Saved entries
──────

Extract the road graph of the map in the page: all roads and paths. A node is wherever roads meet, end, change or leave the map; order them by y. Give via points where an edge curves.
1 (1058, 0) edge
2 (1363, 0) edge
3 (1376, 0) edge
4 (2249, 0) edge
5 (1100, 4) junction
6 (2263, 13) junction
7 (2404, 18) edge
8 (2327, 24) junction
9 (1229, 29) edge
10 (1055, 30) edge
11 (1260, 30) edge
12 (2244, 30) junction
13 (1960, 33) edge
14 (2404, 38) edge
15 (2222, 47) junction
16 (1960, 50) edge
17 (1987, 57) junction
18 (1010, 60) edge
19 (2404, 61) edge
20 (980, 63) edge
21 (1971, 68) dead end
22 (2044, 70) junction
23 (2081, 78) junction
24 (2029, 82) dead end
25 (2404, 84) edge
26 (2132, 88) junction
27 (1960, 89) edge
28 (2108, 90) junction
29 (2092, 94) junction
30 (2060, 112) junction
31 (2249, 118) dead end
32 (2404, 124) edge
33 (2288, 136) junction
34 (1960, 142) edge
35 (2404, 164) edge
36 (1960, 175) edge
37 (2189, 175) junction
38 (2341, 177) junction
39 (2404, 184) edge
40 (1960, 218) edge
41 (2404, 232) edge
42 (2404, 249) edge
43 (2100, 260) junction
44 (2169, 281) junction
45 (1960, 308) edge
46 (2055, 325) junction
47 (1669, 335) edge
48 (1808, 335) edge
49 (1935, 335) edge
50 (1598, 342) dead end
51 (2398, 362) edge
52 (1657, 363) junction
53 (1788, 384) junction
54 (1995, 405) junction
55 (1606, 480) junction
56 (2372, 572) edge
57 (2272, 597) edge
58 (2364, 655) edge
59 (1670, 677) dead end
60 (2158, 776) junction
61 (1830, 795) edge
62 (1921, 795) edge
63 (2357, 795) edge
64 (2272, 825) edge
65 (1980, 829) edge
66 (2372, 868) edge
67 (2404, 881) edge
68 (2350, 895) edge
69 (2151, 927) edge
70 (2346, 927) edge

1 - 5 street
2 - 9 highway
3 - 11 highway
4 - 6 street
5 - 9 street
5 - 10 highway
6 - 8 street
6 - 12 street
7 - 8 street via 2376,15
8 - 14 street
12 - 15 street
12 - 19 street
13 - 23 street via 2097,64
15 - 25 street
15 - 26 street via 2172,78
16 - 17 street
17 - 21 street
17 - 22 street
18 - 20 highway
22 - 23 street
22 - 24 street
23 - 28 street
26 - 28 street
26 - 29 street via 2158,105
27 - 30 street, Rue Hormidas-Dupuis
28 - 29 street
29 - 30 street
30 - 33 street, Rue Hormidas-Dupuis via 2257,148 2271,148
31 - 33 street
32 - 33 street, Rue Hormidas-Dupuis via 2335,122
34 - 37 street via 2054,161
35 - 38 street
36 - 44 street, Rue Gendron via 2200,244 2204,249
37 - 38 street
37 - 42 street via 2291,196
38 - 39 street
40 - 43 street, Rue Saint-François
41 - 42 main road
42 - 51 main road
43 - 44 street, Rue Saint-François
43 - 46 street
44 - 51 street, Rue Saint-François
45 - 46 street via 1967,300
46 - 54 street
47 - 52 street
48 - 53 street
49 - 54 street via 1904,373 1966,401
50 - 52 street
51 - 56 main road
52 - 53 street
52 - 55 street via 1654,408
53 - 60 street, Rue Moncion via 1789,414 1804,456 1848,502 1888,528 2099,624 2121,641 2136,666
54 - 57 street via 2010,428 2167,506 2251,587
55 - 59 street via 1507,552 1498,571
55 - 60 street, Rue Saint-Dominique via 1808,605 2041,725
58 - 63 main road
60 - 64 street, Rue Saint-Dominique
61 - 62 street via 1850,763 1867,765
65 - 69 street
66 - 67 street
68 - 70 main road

──────

Work out, please, how many lines above contain "Dominique"; answer only with the number.

_Solution to the exercise_
2